What you will do » Down to the last line, reproduce the records exactly.

Content starts

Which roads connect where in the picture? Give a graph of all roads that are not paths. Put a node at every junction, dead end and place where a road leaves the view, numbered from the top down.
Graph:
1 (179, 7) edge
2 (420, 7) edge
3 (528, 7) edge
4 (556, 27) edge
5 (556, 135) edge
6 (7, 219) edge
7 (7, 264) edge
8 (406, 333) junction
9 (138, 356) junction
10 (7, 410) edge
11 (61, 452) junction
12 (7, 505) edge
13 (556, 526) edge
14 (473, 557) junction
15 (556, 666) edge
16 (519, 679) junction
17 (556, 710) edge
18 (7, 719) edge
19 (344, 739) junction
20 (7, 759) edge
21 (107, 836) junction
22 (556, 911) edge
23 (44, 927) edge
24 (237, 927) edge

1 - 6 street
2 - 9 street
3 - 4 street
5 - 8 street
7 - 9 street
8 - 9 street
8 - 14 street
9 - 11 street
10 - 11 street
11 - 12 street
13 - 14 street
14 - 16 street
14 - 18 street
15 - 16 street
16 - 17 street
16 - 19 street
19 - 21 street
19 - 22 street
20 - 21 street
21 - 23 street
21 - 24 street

Content ends

Exercise answer »
Which roads connect where in the picture? Give a graph of all roads that are not paths. Put a node at every junction, dead end and place where a road leaves the view, numbered from the top down.
Graph:
1 (179, 7) edge
2 (420, 7) edge
3 (528, 7) edge
4 (556, 27) edge
5 (556, 135) edge
6 (7, 219) edge
7 (7, 264) edge
8 (406, 333) junction
9 (138, 356) junction
10 (7, 410) edge
11 (61, 452) junction
12 (7, 505) edge
13 (556, 526) edge
14 (473, 557) junction
15 (556, 666) edge
16 (519, 679) junction
17 (556, 710) edge
18 (7, 719) edge
19 (344, 739) junction
20 (7, 759) edge
21 (107, 836) junction
22 (556, 911) edge
23 (44, 927) edge
24 (237, 927) edge

1 - 6 street
2 - 9 street
3 - 4 street
5 - 8 street
7 - 9 street
8 - 9 street
8 - 14 street
9 - 11 street
10 - 11 street
11 - 12 street
13 - 14 street
14 - 16 street
14 - 18 street
15 - 16 street
16 - 17 street
16 - 19 street
19 - 21 street
19 - 22 street
20 - 21 street
21 - 23 street
21 - 24 street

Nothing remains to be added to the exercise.